De rechtbank heeft vastgesteld dat eiser zich aan het toezicht heeft onttrokken en dat er geen bekendheid is over zijn huidige verblijfplaats. De gemachtigde van eiser heeft echter aangegeven dat er nog steeds contact is met eiser en dat hij belang heeft bij een oordeel over zijn beroepschrift. De rechtbank heeft dit standpunt gevolgd, maar heeft ook opgemerkt dat het bestreden besluit inmiddels was opgeheven. Hierdoor kon eiser alleen procesbelang hebben als hij schade kon aantonen die het gevolg was van het bestreden besluit.

Eiser heeft gesteld dat hij door de verplichte overplaatsing naar de HTL zich genoodzaakt voelt om zich schuil te houden, wat hem de toegang tot reguliere opvang en zakgeld ontneemt. De rechtbank oordeelde echter dat er geen procesbelang was, omdat eiser het terrein van de HTL direct na aankomst had verlaten en daardoor geen schade had geleden die aan het bestreden besluit kon worden toegeschreven.

Uiteindelijk heeft de rechtbank het beroep van eiser niet-ontvankelijk verklaard, zonder aanleiding voor een proceskostenveroordeling. Deze uitspraak is gedaan door rechter R.J.A. Schaaf, in aanwezigheid van griffier A. Vranken, en is openbaar uitgesproken op 3 juni 2020.

Uitspraak

u
itspraak

RECHTBANK DEN HAAG

Zittingsplaats Utrecht Bestuursrecht
zaaknummer: AWB 20/4096

uitspraak van de enkelvoudige kamer van 3 juni 2020 in de zaak tussen

[eiser] , te [woonplaats] , eiser (gemachtigde: mr. C.T.W. van Dijk)
en
de Staatssecretaris van Justitie en Veiligheid,verweerder (gemachtigde: mr. B.S. Jaasma).

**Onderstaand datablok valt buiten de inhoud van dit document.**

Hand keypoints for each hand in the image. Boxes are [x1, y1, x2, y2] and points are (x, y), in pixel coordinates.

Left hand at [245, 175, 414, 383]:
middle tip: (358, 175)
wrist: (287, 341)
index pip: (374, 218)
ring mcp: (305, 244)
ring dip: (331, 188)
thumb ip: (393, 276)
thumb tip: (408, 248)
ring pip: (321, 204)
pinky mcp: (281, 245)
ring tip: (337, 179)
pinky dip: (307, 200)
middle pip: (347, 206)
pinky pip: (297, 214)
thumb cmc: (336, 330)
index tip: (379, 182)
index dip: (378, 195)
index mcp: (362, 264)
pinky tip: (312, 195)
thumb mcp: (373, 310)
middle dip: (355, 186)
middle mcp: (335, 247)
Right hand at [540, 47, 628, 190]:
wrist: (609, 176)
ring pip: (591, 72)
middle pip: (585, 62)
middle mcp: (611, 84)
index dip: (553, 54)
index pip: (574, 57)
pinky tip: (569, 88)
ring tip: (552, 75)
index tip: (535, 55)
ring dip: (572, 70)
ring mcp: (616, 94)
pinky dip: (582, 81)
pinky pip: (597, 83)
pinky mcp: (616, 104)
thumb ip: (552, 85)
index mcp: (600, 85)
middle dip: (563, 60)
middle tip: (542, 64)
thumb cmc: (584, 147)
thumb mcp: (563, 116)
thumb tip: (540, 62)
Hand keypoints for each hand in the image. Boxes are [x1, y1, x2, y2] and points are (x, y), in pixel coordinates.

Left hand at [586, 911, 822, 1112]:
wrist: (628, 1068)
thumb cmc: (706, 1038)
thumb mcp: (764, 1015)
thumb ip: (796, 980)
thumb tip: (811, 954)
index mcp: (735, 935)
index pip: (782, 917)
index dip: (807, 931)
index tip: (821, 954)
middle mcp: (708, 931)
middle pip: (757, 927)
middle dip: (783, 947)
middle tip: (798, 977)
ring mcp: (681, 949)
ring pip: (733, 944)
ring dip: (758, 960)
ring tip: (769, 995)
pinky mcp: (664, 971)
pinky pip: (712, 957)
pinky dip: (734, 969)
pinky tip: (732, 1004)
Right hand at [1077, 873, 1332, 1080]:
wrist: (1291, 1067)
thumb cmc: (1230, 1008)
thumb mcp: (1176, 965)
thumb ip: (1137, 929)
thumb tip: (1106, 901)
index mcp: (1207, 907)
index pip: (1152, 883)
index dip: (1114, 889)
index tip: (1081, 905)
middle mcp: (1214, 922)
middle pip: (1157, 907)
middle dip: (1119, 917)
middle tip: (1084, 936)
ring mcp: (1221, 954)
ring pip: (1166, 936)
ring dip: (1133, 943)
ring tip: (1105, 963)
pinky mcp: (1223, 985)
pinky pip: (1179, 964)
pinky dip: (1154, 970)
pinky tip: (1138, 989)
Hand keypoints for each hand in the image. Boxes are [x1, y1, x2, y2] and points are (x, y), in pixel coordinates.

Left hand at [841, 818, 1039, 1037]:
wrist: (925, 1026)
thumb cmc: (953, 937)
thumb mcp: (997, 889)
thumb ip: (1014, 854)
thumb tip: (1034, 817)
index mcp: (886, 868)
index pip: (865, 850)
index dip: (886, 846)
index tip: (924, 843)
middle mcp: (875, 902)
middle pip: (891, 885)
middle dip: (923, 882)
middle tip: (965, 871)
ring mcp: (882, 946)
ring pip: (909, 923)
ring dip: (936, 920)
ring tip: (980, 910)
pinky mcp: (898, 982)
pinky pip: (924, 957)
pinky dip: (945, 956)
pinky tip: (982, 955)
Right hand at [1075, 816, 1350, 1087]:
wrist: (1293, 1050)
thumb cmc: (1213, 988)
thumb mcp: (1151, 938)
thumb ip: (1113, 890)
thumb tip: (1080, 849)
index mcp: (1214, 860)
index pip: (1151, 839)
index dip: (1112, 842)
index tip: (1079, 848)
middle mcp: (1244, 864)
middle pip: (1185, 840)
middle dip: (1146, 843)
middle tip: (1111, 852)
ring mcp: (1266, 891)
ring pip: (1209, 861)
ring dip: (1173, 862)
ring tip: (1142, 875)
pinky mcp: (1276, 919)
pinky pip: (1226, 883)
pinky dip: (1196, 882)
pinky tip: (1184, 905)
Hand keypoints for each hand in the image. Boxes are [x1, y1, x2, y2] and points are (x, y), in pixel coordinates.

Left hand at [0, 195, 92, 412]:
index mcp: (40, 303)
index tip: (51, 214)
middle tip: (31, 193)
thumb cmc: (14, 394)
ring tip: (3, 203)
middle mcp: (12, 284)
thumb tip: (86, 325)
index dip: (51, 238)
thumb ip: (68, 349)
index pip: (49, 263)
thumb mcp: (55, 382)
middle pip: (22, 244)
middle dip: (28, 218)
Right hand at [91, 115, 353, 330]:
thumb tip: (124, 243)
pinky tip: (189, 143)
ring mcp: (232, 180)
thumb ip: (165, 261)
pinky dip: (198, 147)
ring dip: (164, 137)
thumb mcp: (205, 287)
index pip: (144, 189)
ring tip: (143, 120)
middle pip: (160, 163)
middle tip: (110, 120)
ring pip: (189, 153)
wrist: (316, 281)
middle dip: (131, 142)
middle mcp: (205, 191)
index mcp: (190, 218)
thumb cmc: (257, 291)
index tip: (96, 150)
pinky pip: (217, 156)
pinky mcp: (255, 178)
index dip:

Inleiding en procesverloop

Bij besluit van 29 april 2020 heeft het Bestuur van het Centraal Orgaan opvang Asielzoekers bepaald dat eiser vanuit de opvangvoorziening in [woonplaats] wordt overgeplaatst naar de Handhavings- en Toezichtlocatie in Hoogeveen (HTL).
Bij besluit van 29 april 2020 (het bestreden besluit) heeft verweerder aan eiser de verplichting opgelegd met ingang van die dag te verblijven in de gemeente Hoogeveen, alwaar hij zich in het kader van deze maatregel in de HTL dient op te houden.1
Direct na aankomst bij de HTL op 29 april 2020 heeft eiser het terrein aldaar verlaten en zich aan het toezicht van verweerder onttrokken.
Bij besluit van 6 mei 2020 heeft verweerder het bestreden besluit opgeheven met ingang van 29 april 2020.
Op 7 mei 2020 heeft eiser tegen het bestreden besluit beroep ingesteld.
Partijen hebben afgezien van de behandeling van de zaak ter zitting. Zij hebben toestemming gegeven dat het onderzoek ter zitting achterwege blijft. De rechtbank heeft het onderzoek op 25 mei 2020 gesloten.
1 Zulks op grond van artikel 56 van de Vreemdelingenwet 2000 (Vw).
AWB 20/4096 2

Overwegingen

l. Eiser heeft zich aan het toezicht van verweerder onttrokken. Van hem is niet bekend waar hij nu verblijft. De gemachtigde van eiser stelt evenwel dat hij nog steeds contact met eiser onderhoudt en dat eiser nog steeds belang heeft bij een oordeel over zijn beroepschrift. De rechtbank volgt eiser hierin. In de omstandigheid dat eiser zich aan het toezicht van verweerder heeft onttrokken, ligt op zichzelf beschouwd dus geen aanleiding om eiser een procesbelang te ontzeggen.
2. Inmiddels geldt evenwel dat het bestreden besluit is opgeheven. In deze omstandigheid kan eiser slechts een procesbelang hebben, als hij stelt schade te hebben geleden en hij tot op zekere hoogte aannemelijk maakt dat hij die schade daadwerkelijk het gevolg van het bestreden besluit is. Eiser voert in dit verband aan dat hij zich nu, door de verplichte overplaatsing naar de HTL, genoodzaakt voelt om zich schuil te houden. Hierdoor geniet hij geen reguliere opvang en bijbehorend zakgeld en kan hij ook niet naar school gaan.
3. Naar het oordeel van de rechtbank is in de gestelde schade geen procesbelang gelegen. Aan het bestreden besluit is namelijk geen uitvoering is gegeven. Eiser heeft op
29 april 2020, direct na aankomst bij de HTL, het terrein aldaar verlaten. Hij heeft daardoor geen schade geleden die het gevolg is van het bestreden besluit, dat inhield dat hij op het HTL-terrein moest verblijven.
4. Het beroep is niet-ontvankelijk. Voor een proceskostenveroordeling bestaat geen aanleiding.

Beslissing

De rechtbank:
verklaart het beroep niet-ontvankelijk.
Deze uitspraak is gedaan door mr. R.J.A. Schaaf, rechter, in aanwezigheid van
mr. A. Vranken, griffier. De beslissing is in het openbaar uitgesproken op 3 juni 2020.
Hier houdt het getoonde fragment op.